#### Task brief
Reproduce each record below in full, word for word, without images.

#### Data listing
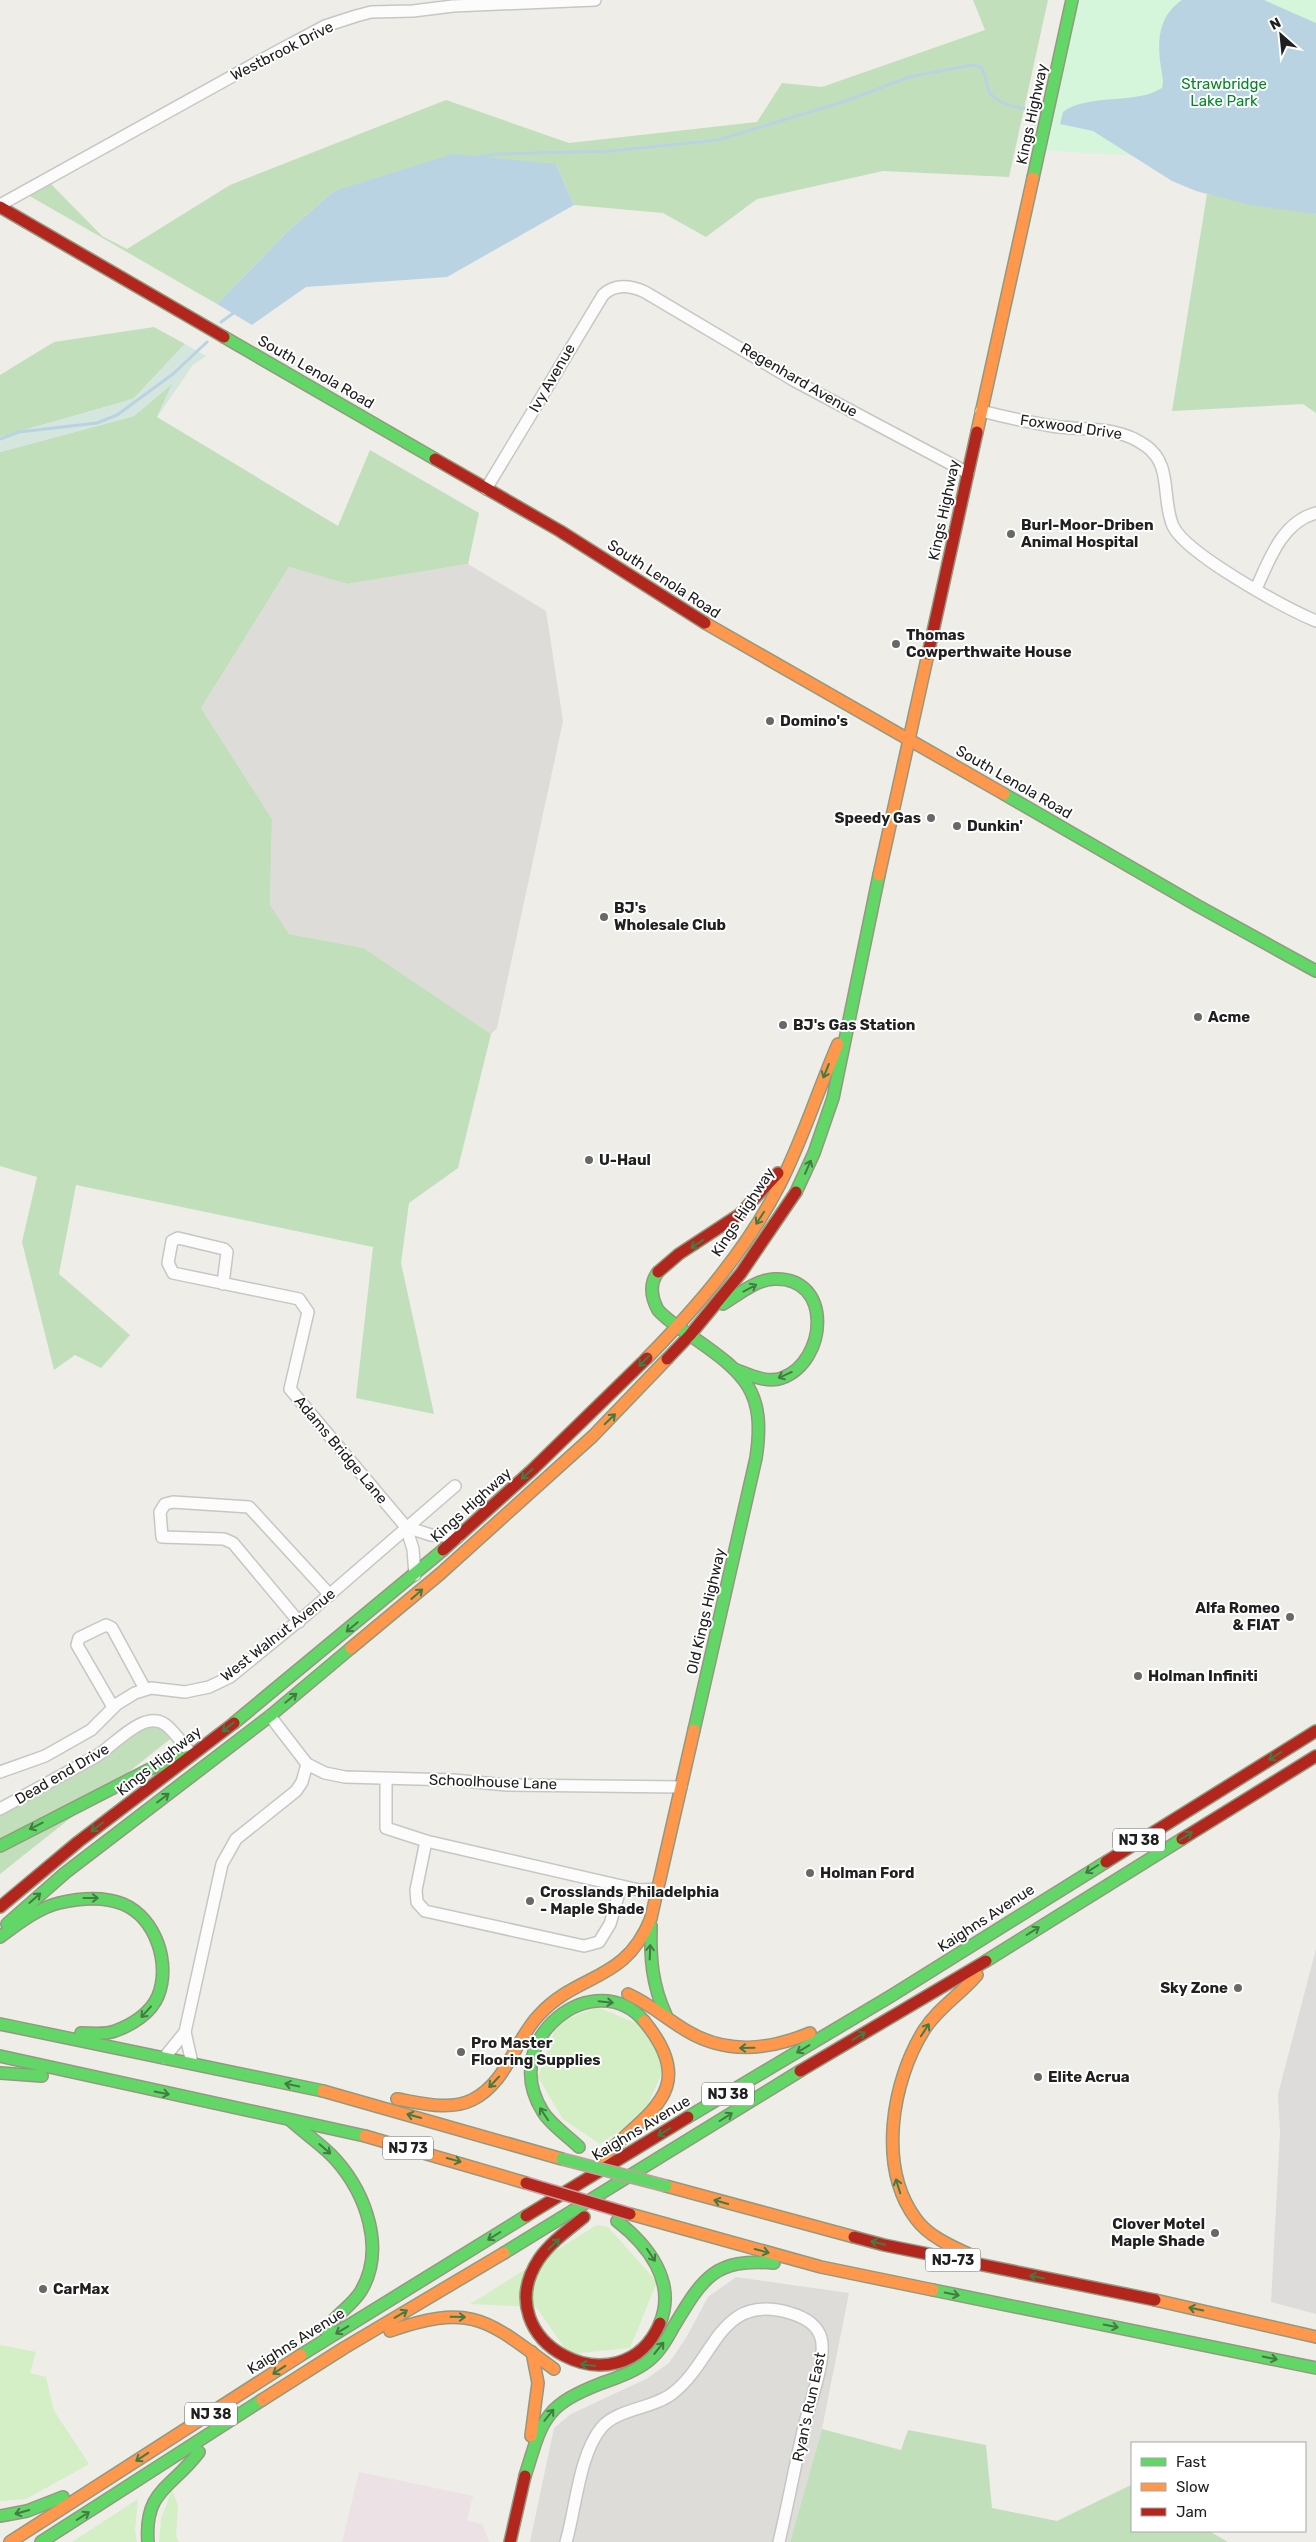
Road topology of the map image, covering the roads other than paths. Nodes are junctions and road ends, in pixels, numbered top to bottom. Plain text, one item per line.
1 (595, 0) edge
2 (1072, 0) edge
3 (446, 3) edge
4 (0, 206) edge
5 (630, 288) joint
6 (981, 411) junction
7 (968, 473) junction
8 (486, 489) junction
9 (1316, 513) edge
10 (1256, 589) junction
11 (1316, 621) edge
12 (909, 739) junction
13 (1316, 971) edge
14 (846, 1026) junction
15 (796, 1153) junction
16 (223, 1284) junction
17 (708, 1314) junction
18 (676, 1325) junction
19 (690, 1335) junction
20 (732, 1368) junction
21 (455, 1486) dead end
22 (406, 1527) junction
23 (458, 1537) junction
24 (414, 1575) junction
25 (330, 1594) junction
26 (299, 1622) junction
27 (145, 1689) junction
28 (113, 1707) junction
29 (270, 1716) junction
30 (1316, 1731) edge
31 (192, 1756) junction
32 (1316, 1756) edge
33 (307, 1764) junction
34 (0, 1772) edge
35 (386, 1779) junction
36 (681, 1787) junction
37 (0, 1809) edge
38 (426, 1841) junction
39 (0, 1846) edge
40 (621, 1886) junction
41 (658, 1889) junction
42 (0, 1907) edge
43 (651, 1918) junction
44 (0, 1932) edge
45 (0, 1936) edge
46 (992, 1957) junction
47 (569, 1993) junction
48 (875, 2006) junction
49 (666, 2015) junction
50 (0, 2024) edge
51 (28, 2031) junction
52 (185, 2032) junction
53 (0, 2056) edge
54 (164, 2058) junction
55 (192, 2063) junction
56 (0, 2074) edge
57 (114, 2084) junction
58 (340, 2095) junction
59 (288, 2118) junction
60 (619, 2172) junction
61 (580, 2182) junction
62 (610, 2190) junction
63 (581, 2200) junction
64 (630, 2214) joint
65 (821, 2267) junction
66 (1000, 2270) junction
67 (1316, 2337) edge
68 (320, 2343) junction
69 (344, 2348) junction
70 (532, 2352) junction
71 (1316, 2368) edge
72 (565, 2373) dead end
73 (620, 2376) junction
74 (582, 2377) dead end
75 (209, 2435) junction
76 (525, 2476) junction
77 (101, 2484) junction
78 (0, 2516) edge
79 (10, 2542) edge
80 (41, 2542) edge
81 (148, 2542) edge
82 (510, 2542) edge
83 (566, 2542) edge
84 (780, 2542) edge

1 - 3 street, Westbrook Drive
2 - 6 main road, Kings Highway
3 - 4 street, Westbrook Drive
4 - 8 main road, South Lenola Road
5 - 7 street, Regenhard Avenue
5 - 8 street, Ivy Avenue
6 - 7 main road, Kings Highway
6 - 10 street, Foxwood Drive
7 - 12 main road, Kings Highway
8 - 12 main road, South Lenola Road
9 - 10 street
10 - 11 street, Foxwood Drive
12 - 13 main road, South Lenola Road
12 - 14 main road, Kings Highway
14 -> 15 main road, Kings Highway
17 -> 14 main road, Kings Highway
15 -> 18 main road, Kings Highway
15 -> 18 main road, Old Kings Highway
16 - 16 street, Adams Bridge Lane
16 - 22 street, Adams Bridge Lane
17 - 19 main road
17 -> 20 main road
18 - 19 main road, Old Kings Highway
18 -> 23 main road, Kings Highway
19 - 20 main road, Old Kings Highway
29 -> 19 main road, Kings Highway
20 - 36 main road, Old Kings Highway
21 - 22 street, West Walnut Avenue
22 - 23 street, Adams Bridge Lane
22 - 24 street, Adams Bridge Lane
22 - 25 street, West Walnut Avenue
23 - 24 main road, Kings Highway
24 -> 31 main road, Kings Highway
25 - 26 street, West Walnut Avenue
25 - 26 street
26 - 27 street, West Walnut Avenue
27 - 28 street, West Walnut Avenue
27 - 28 street
28 - 34 street, West Walnut Avenue
29 - 33 street, Schoolhouse Lane
44 -> 29 main road, Kings Highway
30 -> 48 main road, Kaighns Avenue / NJ 38
31 - 37 street, Dead end Drive
31 -> 39 main road
31 -> 42 main road, Kings Highway
46 -> 32 main road, Kaighns Avenue / NJ 38
33 - 35 street, Schoolhouse Lane
33 - 52 street
35 - 36 street, Schoolhouse Lane
35 - 38 street
36 - 41 main road, Old Kings Highway
38 - 40 street
38 - 40 street
40 - 41 street
41 - 43 main road, Old Kings Highway
43 - 47 main road
49 -> 43 main road
45 -> 51 main road
62 -> 46 main road, Kaighns Avenue / NJ 38
66 -> 46 main road
47 - 49 main road
47 -> 58 main road
48 -> 49 main road
48 -> 61 main road, Kaighns Avenue / NJ 38
50 - 51 main road, NJ 73
51 - 54 main road, NJ 73
52 - 54 street
52 - 55 street
53 - 57 main road, NJ 73
54 - 55 main road, NJ 73
58 -> 55 main road, NJ 73
56 - 57 main road
57 -> 59 main road, NJ 73
60 -> 58 main road, NJ 73, bridge
59 -> 63 main road, NJ 73, bridge
59 -> 68 main road
60 -> 61 main road
66 -> 60 main road, NJ-73, bridge
61 -> 68 main road, Kaighns Avenue / NJ 38
63 -> 62 main road, bridge
69 -> 62 main road, Kaighns Avenue / NJ 38
63 - 64 main road, NJ 73, bridge
64 -> 65 main road, NJ-73
65 -> 71 main road, NJ-73
73 -> 65 main road
67 -> 66 main road, NJ-73
68 -> 77 main road, Kaighns Avenue / NJ 38
69 -> 70 main road
69 - 75 main road, Kaighns Avenue / NJ 38
70 - 72 main road
70 - 76 main road
73 - 74 main road
76 -> 73 main road
80 -> 75 main road, Kaighns Avenue / NJ 38
75 - 81 main road
76 - 82 main road
77 -> 78 main road
77 - 79 main road, Kaighns Avenue / NJ 38
83 - 84 street, Ryan's Run East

#### Your solution
Road topology of the map image, covering the roads other than paths. Nodes are junctions and road ends, in pixels, numbered top to bottom. Plain text, one item per line.
1 (595, 0) edge
2 (1072, 0) edge
3 (446, 3) edge
4 (0, 206) edge
5 (630, 288) joint
6 (981, 411) junction
7 (968, 473) junction
8 (486, 489) junction
9 (1316, 513) edge
10 (1256, 589) junction
11 (1316, 621) edge
12 (909, 739) junction
13 (1316, 971) edge
14 (846, 1026) junction
15 (796, 1153) junction
16 (223, 1284) junction
17 (708, 1314) junction
18 (676, 1325) junction
19 (690, 1335) junction
20 (732, 1368) junction
21 (455, 1486) dead end
22 (406, 1527) junction
23 (458, 1537) junction
24 (414, 1575) junction
25 (330, 1594) junction
26 (299, 1622) junction
27 (145, 1689) junction
28 (113, 1707) junction
29 (270, 1716) junction
30 (1316, 1731) edge
31 (192, 1756) junction
32 (1316, 1756) edge
33 (307, 1764) junction
34 (0, 1772) edge
35 (386, 1779) junction
36 (681, 1787) junction
37 (0, 1809) edge
38 (426, 1841) junction
39 (0, 1846) edge
40 (621, 1886) junction
41 (658, 1889) junction
42 (0, 1907) edge
43 (651, 1918) junction
44 (0, 1932) edge
45 (0, 1936) edge
46 (992, 1957) junction
47 (569, 1993) junction
48 (875, 2006) junction
49 (666, 2015) junction
50 (0, 2024) edge
51 (28, 2031) junction
52 (185, 2032) junction
53 (0, 2056) edge
54 (164, 2058) junction
55 (192, 2063) junction
56 (0, 2074) edge
57 (114, 2084) junction
58 (340, 2095) junction
59 (288, 2118) junction
60 (619, 2172) junction
61 (580, 2182) junction
62 (610, 2190) junction
63 (581, 2200) junction
64 (630, 2214) joint
65 (821, 2267) junction
66 (1000, 2270) junction
67 (1316, 2337) edge
68 (320, 2343) junction
69 (344, 2348) junction
70 (532, 2352) junction
71 (1316, 2368) edge
72 (565, 2373) dead end
73 (620, 2376) junction
74 (582, 2377) dead end
75 (209, 2435) junction
76 (525, 2476) junction
77 (101, 2484) junction
78 (0, 2516) edge
79 (10, 2542) edge
80 (41, 2542) edge
81 (148, 2542) edge
82 (510, 2542) edge
83 (566, 2542) edge
84 (780, 2542) edge

1 - 3 street, Westbrook Drive
2 - 6 main road, Kings Highway
3 - 4 street, Westbrook Drive
4 - 8 main road, South Lenola Road
5 - 7 street, Regenhard Avenue
5 - 8 street, Ivy Avenue
6 - 7 main road, Kings Highway
6 - 10 street, Foxwood Drive
7 - 12 main road, Kings Highway
8 - 12 main road, South Lenola Road
9 - 10 street
10 - 11 street, Foxwood Drive
12 - 13 main road, South Lenola Road
12 - 14 main road, Kings Highway
14 -> 15 main road, Kings Highway
17 -> 14 main road, Kings Highway
15 -> 18 main road, Kings Highway
15 -> 18 main road, Old Kings Highway
16 - 16 street, Adams Bridge Lane
16 - 22 street, Adams Bridge Lane
17 - 19 main road
17 -> 20 main road
18 - 19 main road, Old Kings Highway
18 -> 23 main road, Kings Highway
19 - 20 main road, Old Kings Highway
29 -> 19 main road, Kings Highway
20 - 36 main road, Old Kings Highway
21 - 22 street, West Walnut Avenue
22 - 23 street, Adams Bridge Lane
22 - 24 street, Adams Bridge Lane
22 - 25 street, West Walnut Avenue
23 - 24 main road, Kings Highway
24 -> 31 main road, Kings Highway
25 - 26 street, West Walnut Avenue
25 - 26 street
26 - 27 street, West Walnut Avenue
27 - 28 street, West Walnut Avenue
27 - 28 street
28 - 34 street, West Walnut Avenue
29 - 33 street, Schoolhouse Lane
44 -> 29 main road, Kings Highway
30 -> 48 main road, Kaighns Avenue / NJ 38
31 - 37 street, Dead end Drive
31 -> 39 main road
31 -> 42 main road, Kings Highway
46 -> 32 main road, Kaighns Avenue / NJ 38
33 - 35 street, Schoolhouse Lane
33 - 52 street
35 - 36 street, Schoolhouse Lane
35 - 38 street
36 - 41 main road, Old Kings Highway
38 - 40 street
38 - 40 street
40 - 41 street
41 - 43 main road, Old Kings Highway
43 - 47 main road
49 -> 43 main road
45 -> 51 main road
62 -> 46 main road, Kaighns Avenue / NJ 38
66 -> 46 main road
47 - 49 main road
47 -> 58 main road
48 -> 49 main road
48 -> 61 main road, Kaighns Avenue / NJ 38
50 - 51 main road, NJ 73
51 - 54 main road, NJ 73
52 - 54 street
52 - 55 street
53 - 57 main road, NJ 73
54 - 55 main road, NJ 73
58 -> 55 main road, NJ 73
56 - 57 main road
57 -> 59 main road, NJ 73
60 -> 58 main road, NJ 73, bridge
59 -> 63 main road, NJ 73, bridge
59 -> 68 main road
60 -> 61 main road
66 -> 60 main road, NJ-73, bridge
61 -> 68 main road, Kaighns Avenue / NJ 38
63 -> 62 main road, bridge
69 -> 62 main road, Kaighns Avenue / NJ 38
63 - 64 main road, NJ 73, bridge
64 -> 65 main road, NJ-73
65 -> 71 main road, NJ-73
73 -> 65 main road
67 -> 66 main road, NJ-73
68 -> 77 main road, Kaighns Avenue / NJ 38
69 -> 70 main road
69 - 75 main road, Kaighns Avenue / NJ 38
70 - 72 main road
70 - 76 main road
73 - 74 main road
76 -> 73 main road
80 -> 75 main road, Kaighns Avenue / NJ 38
75 - 81 main road
76 - 82 main road
77 -> 78 main road
77 - 79 main road, Kaighns Avenue / NJ 38
83 - 84 street, Ryan's Run East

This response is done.